Pierwsze koty za płoty!
Dobry wieczór!
Nie wiem, który to już mój blog. Nie liczę. Pamiętam te szczenięce lata pełne lifestylowych blogów o wszystkim i o niczym. Pełne przerobionych zdjęć i dziwnej treści. Będących niby to wirtualnymi pamiętnikami. Dzisiaj. Właśnie teraz postanowiłam stworzyć miejsce o książkach.
Możecie mnie znać z prowadzonych kont na Instagramie. Niegdyś publikowałam wiele treści o moim macierzyństwie. Prawie dwa lata temu stwierdziłam, że koniec z tym. Czas zacząć pisać o mojej pasji, jaką niewątpliwie są książki oraz robienie im zdjęć.
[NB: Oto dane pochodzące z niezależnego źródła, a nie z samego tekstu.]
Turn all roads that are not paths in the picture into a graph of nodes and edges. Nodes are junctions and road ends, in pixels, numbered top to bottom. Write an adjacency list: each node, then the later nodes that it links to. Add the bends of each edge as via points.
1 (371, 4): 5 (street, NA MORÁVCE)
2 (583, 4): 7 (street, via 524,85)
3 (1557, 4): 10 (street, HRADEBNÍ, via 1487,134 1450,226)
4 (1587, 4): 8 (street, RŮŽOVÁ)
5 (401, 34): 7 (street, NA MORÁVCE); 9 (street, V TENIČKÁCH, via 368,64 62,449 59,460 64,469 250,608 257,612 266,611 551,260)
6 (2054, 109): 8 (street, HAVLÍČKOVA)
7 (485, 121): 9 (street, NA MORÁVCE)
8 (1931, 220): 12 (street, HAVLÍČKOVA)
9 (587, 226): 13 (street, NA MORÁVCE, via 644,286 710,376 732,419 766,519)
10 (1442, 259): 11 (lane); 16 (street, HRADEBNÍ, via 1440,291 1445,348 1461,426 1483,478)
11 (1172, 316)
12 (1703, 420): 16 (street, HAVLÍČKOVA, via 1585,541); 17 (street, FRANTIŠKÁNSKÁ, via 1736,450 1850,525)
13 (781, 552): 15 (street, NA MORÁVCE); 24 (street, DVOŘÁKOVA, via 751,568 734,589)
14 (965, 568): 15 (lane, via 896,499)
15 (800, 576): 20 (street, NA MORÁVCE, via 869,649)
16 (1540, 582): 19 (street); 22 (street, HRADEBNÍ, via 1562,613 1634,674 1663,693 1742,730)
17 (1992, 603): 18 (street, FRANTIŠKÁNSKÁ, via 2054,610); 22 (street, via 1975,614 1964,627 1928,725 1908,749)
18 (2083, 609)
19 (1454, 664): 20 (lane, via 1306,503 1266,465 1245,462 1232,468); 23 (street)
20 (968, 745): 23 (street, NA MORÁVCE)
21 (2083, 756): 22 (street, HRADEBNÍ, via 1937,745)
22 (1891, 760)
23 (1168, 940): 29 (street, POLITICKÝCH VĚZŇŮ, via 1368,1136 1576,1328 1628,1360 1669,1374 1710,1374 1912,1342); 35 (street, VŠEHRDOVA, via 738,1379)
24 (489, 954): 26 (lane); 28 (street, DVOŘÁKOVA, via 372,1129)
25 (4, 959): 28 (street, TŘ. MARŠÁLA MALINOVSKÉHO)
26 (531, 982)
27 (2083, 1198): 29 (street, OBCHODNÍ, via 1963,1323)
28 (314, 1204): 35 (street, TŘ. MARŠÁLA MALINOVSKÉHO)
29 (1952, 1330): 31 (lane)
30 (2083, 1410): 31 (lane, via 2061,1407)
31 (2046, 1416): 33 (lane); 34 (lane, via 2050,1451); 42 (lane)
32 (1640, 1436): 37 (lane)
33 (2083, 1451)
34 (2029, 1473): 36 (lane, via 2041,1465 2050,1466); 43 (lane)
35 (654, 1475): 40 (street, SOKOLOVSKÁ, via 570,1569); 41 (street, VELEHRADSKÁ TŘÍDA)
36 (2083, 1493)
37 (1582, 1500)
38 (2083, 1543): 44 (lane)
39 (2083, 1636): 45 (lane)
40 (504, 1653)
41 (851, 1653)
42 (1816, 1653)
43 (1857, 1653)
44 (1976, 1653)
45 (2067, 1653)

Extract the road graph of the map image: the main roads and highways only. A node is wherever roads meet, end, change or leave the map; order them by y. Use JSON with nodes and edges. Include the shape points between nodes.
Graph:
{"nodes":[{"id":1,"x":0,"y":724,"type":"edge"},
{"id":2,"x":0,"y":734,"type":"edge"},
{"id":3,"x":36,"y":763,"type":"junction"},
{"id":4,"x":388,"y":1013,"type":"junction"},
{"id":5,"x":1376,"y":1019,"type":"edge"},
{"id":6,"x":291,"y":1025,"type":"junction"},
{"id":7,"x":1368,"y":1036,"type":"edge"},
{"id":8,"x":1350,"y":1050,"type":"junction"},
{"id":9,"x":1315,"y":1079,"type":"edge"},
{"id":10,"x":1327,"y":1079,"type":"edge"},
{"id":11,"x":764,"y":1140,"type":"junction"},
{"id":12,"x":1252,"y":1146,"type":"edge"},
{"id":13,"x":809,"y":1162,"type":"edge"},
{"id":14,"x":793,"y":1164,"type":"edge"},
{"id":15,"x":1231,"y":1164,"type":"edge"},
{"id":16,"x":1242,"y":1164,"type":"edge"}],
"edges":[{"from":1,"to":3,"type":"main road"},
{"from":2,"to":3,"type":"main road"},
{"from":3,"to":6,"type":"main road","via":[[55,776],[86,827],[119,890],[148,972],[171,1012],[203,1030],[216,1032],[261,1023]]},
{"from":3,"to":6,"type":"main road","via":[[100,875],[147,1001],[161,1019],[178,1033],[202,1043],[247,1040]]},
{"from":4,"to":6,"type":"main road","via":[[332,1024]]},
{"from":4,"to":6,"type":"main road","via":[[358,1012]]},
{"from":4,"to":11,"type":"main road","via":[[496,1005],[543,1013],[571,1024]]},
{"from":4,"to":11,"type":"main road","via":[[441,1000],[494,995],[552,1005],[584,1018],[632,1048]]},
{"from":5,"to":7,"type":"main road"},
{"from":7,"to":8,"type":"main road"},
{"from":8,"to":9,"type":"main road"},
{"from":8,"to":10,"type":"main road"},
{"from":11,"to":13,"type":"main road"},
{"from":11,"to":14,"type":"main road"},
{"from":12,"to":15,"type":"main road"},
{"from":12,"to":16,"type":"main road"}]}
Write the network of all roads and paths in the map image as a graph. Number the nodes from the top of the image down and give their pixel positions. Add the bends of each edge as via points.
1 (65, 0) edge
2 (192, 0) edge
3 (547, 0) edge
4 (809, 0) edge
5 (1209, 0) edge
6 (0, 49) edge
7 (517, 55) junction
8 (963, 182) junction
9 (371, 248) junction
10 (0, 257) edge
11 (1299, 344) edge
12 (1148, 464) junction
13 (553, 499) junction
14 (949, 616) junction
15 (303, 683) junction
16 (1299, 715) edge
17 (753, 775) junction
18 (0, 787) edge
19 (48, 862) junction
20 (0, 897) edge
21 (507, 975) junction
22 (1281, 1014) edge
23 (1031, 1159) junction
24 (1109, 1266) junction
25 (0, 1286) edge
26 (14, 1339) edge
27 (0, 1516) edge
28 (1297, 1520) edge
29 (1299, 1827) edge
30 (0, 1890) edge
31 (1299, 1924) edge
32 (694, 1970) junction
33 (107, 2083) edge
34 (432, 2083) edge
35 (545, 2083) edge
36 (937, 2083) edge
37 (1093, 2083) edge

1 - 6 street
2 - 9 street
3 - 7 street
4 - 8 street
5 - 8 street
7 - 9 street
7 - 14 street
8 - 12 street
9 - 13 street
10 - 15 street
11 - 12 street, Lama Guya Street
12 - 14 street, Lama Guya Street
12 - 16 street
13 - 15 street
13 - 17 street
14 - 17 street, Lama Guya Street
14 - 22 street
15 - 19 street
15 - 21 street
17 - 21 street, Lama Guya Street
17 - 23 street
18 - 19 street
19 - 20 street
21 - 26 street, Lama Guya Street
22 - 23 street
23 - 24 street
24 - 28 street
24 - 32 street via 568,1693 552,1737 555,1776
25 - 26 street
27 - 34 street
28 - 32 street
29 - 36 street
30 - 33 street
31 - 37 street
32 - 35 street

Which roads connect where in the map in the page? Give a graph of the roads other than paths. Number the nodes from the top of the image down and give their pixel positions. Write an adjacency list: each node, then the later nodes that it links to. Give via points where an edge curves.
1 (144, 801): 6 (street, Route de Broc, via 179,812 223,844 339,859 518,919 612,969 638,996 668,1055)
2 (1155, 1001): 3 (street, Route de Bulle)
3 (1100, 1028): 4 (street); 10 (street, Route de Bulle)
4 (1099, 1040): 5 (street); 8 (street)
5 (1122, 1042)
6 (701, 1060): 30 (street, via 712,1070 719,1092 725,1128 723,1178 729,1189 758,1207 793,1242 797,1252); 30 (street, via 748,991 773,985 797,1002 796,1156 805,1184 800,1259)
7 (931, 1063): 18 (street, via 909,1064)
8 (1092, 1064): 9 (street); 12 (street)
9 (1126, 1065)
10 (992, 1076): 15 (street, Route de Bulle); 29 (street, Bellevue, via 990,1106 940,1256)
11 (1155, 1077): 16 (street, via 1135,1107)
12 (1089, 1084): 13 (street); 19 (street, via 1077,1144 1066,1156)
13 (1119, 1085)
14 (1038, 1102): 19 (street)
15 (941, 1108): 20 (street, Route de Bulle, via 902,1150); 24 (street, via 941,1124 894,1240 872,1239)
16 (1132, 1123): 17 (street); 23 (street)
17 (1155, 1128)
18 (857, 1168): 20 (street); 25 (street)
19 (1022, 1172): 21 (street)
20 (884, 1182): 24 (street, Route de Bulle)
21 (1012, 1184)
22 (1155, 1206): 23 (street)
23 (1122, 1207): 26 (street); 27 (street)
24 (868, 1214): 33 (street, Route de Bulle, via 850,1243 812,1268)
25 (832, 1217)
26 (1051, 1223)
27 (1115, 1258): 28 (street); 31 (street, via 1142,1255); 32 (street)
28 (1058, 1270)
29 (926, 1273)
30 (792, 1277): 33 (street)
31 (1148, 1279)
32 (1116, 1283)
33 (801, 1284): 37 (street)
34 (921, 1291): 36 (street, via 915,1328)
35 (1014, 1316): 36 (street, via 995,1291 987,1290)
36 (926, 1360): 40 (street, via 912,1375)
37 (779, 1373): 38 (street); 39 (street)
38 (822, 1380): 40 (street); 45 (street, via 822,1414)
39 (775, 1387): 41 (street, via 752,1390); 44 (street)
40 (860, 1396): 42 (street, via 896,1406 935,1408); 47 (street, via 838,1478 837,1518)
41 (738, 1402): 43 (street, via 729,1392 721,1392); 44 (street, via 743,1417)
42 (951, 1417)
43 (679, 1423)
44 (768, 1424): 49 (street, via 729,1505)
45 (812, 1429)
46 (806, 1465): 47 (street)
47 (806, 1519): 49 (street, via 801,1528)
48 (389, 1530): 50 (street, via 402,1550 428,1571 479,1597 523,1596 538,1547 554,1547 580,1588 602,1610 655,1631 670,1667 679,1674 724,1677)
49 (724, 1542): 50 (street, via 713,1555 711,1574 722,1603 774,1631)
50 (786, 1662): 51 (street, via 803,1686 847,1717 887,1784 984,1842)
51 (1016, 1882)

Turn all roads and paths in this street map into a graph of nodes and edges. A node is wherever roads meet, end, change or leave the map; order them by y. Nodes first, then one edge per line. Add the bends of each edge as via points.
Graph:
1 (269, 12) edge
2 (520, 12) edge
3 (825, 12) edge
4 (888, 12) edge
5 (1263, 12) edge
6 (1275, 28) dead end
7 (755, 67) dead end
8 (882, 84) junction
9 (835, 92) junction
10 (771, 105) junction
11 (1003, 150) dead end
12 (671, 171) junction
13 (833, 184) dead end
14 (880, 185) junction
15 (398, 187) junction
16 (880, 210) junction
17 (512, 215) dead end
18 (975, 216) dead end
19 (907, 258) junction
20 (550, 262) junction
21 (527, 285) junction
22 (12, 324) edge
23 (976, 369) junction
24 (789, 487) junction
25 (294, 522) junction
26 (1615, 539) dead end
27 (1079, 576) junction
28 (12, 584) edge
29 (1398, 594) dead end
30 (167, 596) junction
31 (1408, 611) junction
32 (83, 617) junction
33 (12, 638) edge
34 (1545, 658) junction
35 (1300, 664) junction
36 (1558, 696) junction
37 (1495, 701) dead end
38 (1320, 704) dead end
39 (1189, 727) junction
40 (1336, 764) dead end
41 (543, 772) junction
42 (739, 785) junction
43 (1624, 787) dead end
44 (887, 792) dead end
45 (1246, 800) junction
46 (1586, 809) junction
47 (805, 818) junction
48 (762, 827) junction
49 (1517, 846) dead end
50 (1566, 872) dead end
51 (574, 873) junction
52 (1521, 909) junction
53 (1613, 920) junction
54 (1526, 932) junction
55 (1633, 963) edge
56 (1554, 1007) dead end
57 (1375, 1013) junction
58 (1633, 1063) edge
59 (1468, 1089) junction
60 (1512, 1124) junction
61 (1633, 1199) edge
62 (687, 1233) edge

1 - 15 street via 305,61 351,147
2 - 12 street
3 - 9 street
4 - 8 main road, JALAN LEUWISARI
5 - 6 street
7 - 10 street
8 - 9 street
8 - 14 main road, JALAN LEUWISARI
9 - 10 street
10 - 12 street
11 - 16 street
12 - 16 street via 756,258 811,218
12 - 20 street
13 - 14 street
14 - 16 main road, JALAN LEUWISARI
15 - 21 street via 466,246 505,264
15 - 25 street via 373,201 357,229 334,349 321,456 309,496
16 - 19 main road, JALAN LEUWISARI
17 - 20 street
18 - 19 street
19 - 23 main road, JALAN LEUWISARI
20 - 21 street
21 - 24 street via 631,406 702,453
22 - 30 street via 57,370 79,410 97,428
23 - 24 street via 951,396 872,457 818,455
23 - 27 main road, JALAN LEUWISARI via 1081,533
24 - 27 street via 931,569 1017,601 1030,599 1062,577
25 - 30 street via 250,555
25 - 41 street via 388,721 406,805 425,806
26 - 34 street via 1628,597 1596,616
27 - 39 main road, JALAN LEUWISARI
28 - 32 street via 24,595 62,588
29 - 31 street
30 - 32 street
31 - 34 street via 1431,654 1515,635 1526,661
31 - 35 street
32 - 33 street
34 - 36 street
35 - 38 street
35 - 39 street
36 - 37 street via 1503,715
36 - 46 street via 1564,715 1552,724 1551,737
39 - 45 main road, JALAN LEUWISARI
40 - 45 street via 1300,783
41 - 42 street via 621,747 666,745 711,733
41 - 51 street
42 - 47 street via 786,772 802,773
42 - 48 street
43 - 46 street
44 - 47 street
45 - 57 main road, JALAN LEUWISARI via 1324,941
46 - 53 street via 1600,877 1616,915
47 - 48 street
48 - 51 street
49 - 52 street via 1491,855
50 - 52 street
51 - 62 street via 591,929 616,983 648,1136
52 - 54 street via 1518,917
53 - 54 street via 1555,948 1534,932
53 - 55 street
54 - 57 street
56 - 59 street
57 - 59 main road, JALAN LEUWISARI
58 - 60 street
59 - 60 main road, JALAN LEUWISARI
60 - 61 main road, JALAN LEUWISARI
| Gdy klikniesz w zdjęcie, to przeniesiesz się na moje instagramowe konto. |
Postanowiłam ruszyć z blogiem, by pisać dłuższe recenzje. Instagram ogranicza to do ponad 2 tysięcy znaków. Tutaj ograniczenia nie mam. Do tego będę mogła skupić się bardziej na zdjęciach książek. Wrzucać ich więcej.
Trochę o mnie.
Mam na imię Kinga, ale wszyscy znajomi wołają na mnie Kinia. W tym roku skończę 30 lat. Mam męża i dwójkę dzieci. Mieszkam na wsi, w Kubicach, w województwie opolskim. Aktualnie aktywnie poszukuję pierwszej pracy. Nie mam wygórowanych oczekiwań, już nie. Chcę po 7 latach siedzenia w domu i zajmowania się dziećmi, wyjść do ludzi i pobyć z dorosłymi. Czytam dużo książek, w zeszłym roku przekroczyłam magiczną liczbę 100 książek. Współpracuję z paroma Wydawnictwami, za co jestem ogromnie wdzięczna.